As triodes were used in various industries, it was necessary to improve their characteristics. One of these characteristics was the pass-through capacitance, the value of which limited the maximum operating frequency of the lamp. In the process of solving this problem, tetrodes appeared - radio tubes with not three, but four electrodes inside. The fourth was a screening grid installed between the control grid and the anode. This solved the problem of increasing the operating frequency to the fullest extent, which completely satisfied the creators of the technology, who developed tetrodes so that radio stations and radio receivers could operate in the short-wave range, which has higher carrier frequencies than the medium- and long-wave ones.
Triode structure
From the point of view of sound reproduction quality, the tetrode did not fundamentally surpass the triode, so another group of scientists, puzzled by the issues of reproduction of sound frequencies, improved the tetrode, using essentially the same approach - simply adding another additional grid to the lamp design, located between the shielding grid and anode. This was necessary in order to suppress the dynatron effect - the reverse emission of electrons from the anode to the shielding grid. Connecting an additional grid to the cathode prevented this process, making the lamp's output characteristic more linear and increasing power output. Thus a new type of lamp appeared: the pentode.
Which class of audio amplifiers is better?
Depending on the scope of use and the specific environmental conditions, amplifiers of all groups are suitable options. Separately, it is worth considering equipment for home and car.
For home
When choosing an amplifier for home acoustics, it is better to first consider devices of categories AB and D with “sound” markings. The first type is an analog device that guarantees high-quality sound with average distortion.

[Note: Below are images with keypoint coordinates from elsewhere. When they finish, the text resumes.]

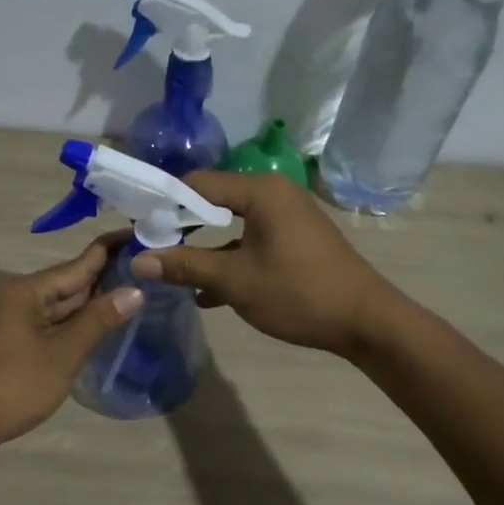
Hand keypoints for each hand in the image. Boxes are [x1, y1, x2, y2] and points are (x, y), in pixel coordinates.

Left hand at [0, 235, 142, 453]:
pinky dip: (77, 323)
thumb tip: (135, 290)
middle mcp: (19, 299)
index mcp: (27, 291)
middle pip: (69, 283)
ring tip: (135, 290)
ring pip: (61, 306)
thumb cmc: (14, 385)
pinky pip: (53, 324)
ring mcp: (15, 322)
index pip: (77, 264)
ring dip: (93, 301)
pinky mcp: (15, 344)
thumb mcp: (63, 353)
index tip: (140, 235)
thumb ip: (98, 320)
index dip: (109, 251)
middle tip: (147, 267)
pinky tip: (101, 325)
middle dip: (106, 276)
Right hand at [130, 172, 396, 356]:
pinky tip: (207, 292)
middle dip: (181, 227)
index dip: (164, 204)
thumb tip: (137, 261)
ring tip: (171, 271)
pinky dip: (229, 259)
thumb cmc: (298, 292)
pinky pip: (250, 241)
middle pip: (213, 202)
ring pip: (231, 225)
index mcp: (260, 191)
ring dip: (203, 248)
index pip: (197, 183)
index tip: (138, 228)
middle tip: (150, 248)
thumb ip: (185, 266)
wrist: (366, 322)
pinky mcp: (294, 241)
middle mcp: (274, 194)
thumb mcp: (235, 280)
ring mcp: (287, 218)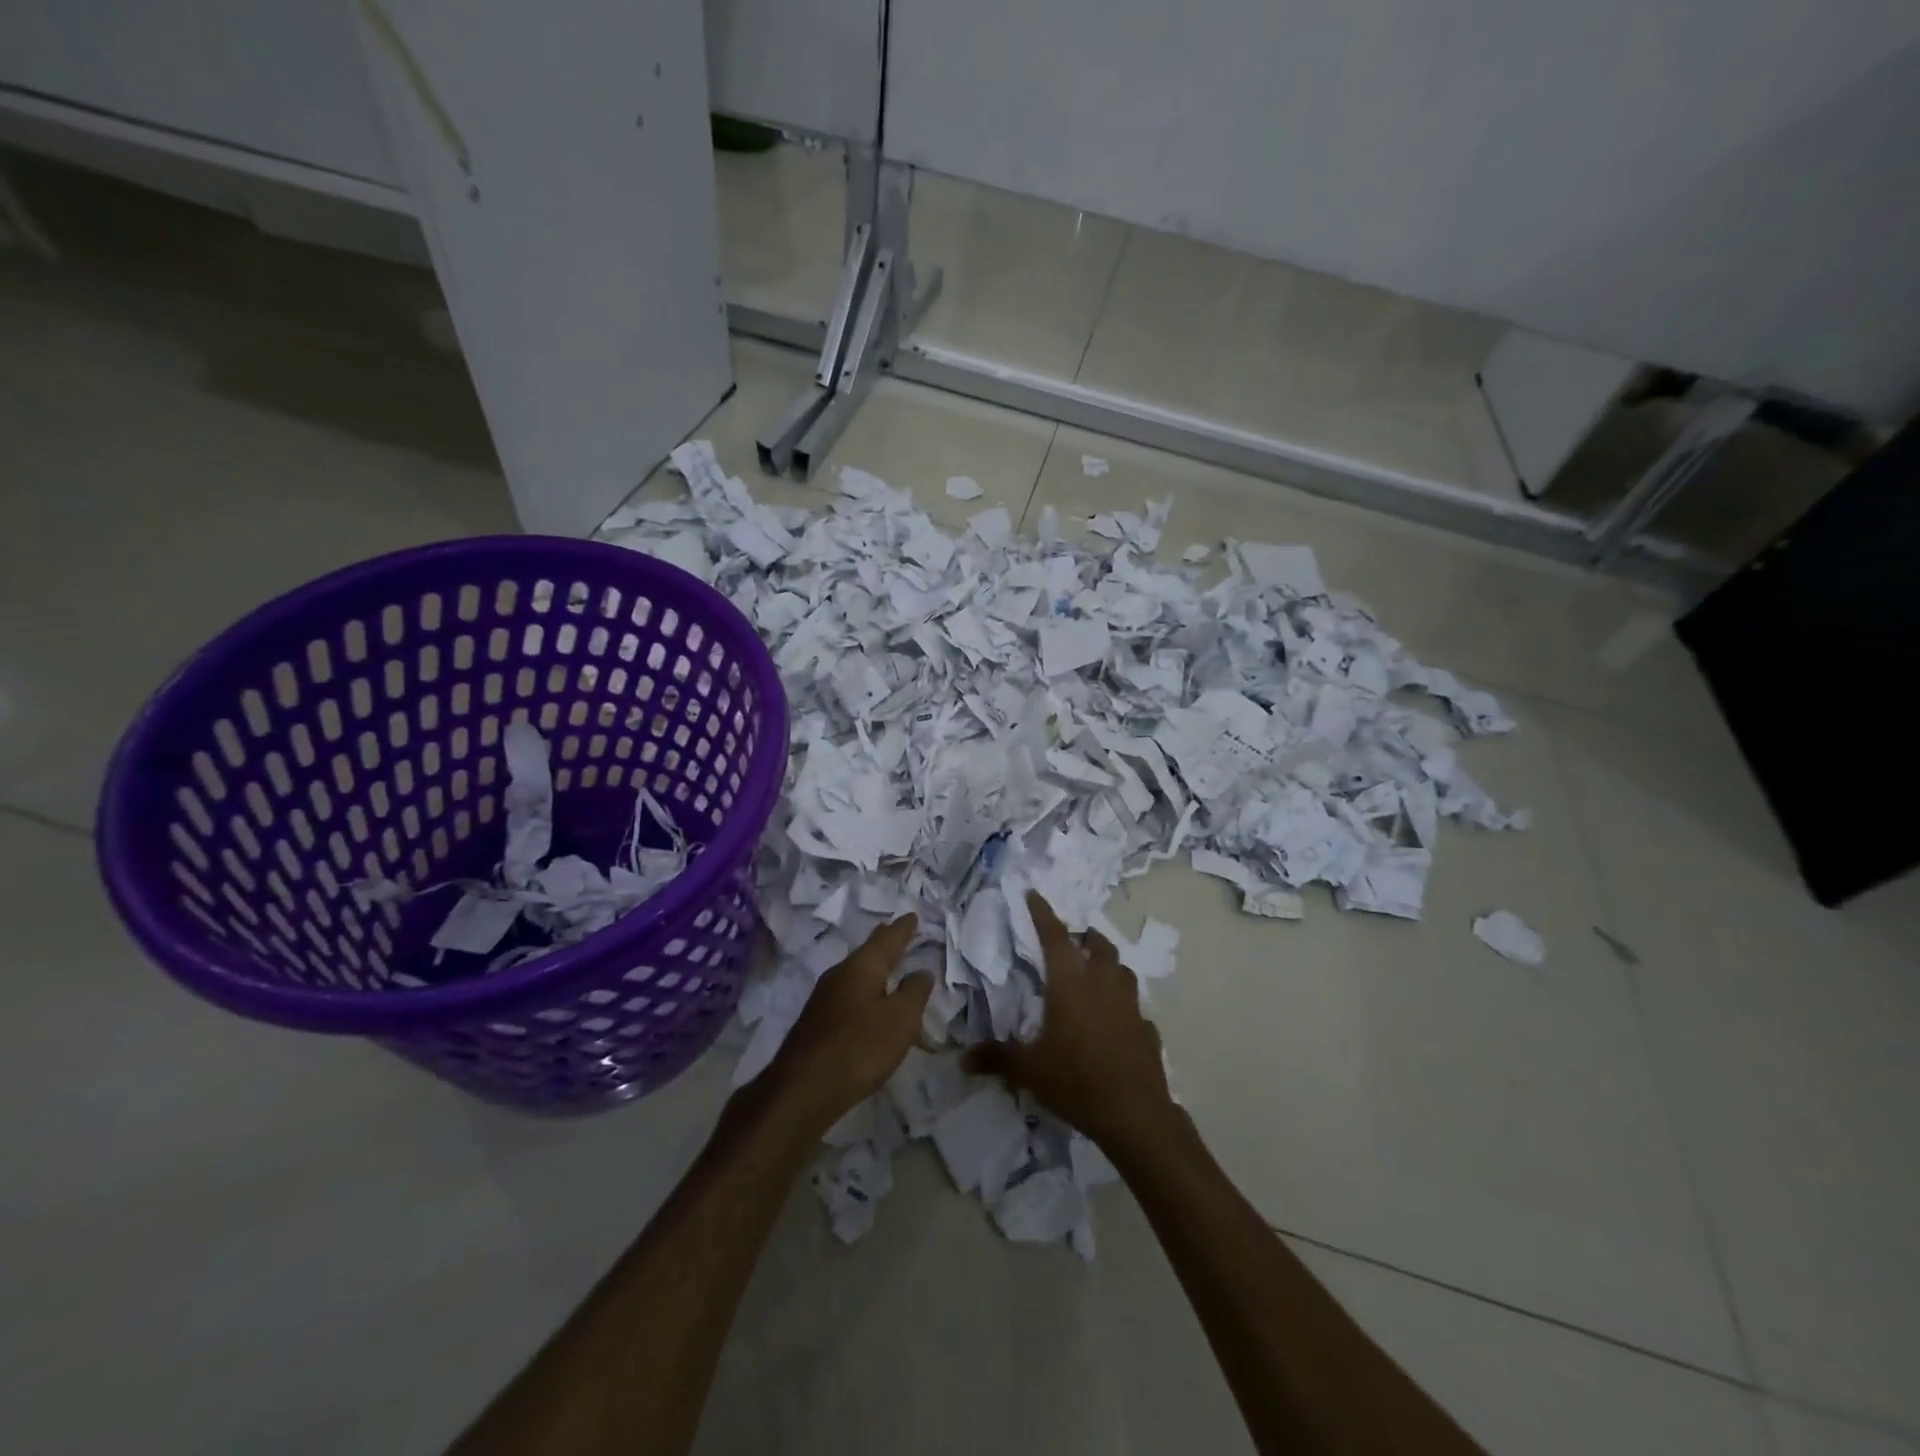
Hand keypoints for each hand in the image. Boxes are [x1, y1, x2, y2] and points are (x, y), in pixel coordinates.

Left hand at [764, 916, 932, 1135]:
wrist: (803, 1088)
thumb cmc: (860, 1047)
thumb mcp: (900, 1019)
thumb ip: (914, 992)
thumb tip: (921, 971)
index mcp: (862, 966)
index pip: (888, 939)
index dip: (903, 928)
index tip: (912, 915)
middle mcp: (840, 974)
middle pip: (868, 953)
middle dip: (885, 943)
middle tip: (898, 931)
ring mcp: (824, 998)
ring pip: (856, 974)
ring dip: (874, 968)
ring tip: (888, 966)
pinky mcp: (817, 1023)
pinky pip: (848, 995)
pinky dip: (864, 991)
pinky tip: (867, 1003)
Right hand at [965, 892, 1179, 1153]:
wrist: (1134, 1114)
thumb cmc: (1076, 1080)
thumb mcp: (1029, 1070)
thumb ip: (997, 1058)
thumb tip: (962, 1059)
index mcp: (1070, 985)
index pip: (1055, 937)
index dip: (1043, 913)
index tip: (1034, 894)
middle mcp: (1103, 985)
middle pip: (1099, 946)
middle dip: (1086, 937)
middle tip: (1073, 941)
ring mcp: (1130, 1006)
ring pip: (1122, 971)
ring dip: (1108, 965)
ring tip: (1095, 975)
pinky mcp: (1147, 1030)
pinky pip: (1135, 1008)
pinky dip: (1123, 1006)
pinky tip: (1115, 1022)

Category D devices are digital models that can have any characteristics depending on the components installed on the circuit.
For auto
On cars, classes of amplifiers A, B, AB and D are used. Models of type A are rare in practice due to their high cost and low efficiency.
Class B stereo amplifiers are characterized by high efficiency, but lose in terms of sound distortion. They are also rarely used in car acoustics.
Devices of category AB are considered common among car enthusiasts. They are characterized by average sound quality, the required power indicators, clear sound and increased efficiency. Suitable for subwoofers with power from 500 to 600 W.
Category D equipment is used for digital signal processing. The devices are compact and also characterized by increased power ratings. An efficiency of 90-98% minimizes the likelihood of the device overheating, which means there is no need for a special cooling radiator. Such models are not common among motorists due to their high cost.
Peculiarities
From the point of view of the quality and character of the sound, each type of lamp and each switching mode has its own characteristics, so obvious to the ear that even the ultra-linear mode, in fact, did not become the golden mean. Pure triodes and triode inclusion of pentodes provide the clearest and most spacious sound until it comes to energetic music with fast and significant volume changes. In other words, triodes are much better suited for calm jazz than for listening to rock.
Pentode and ultralinear modes, on the contrary, are more suitable for energetic music, but in some cases they do not sound clean, accurate and detailed enough. These complaints especially often relate to the pentode mode, and in general the sound character of both the pentode and ultralinear modes is often compared to transistor amplifiers.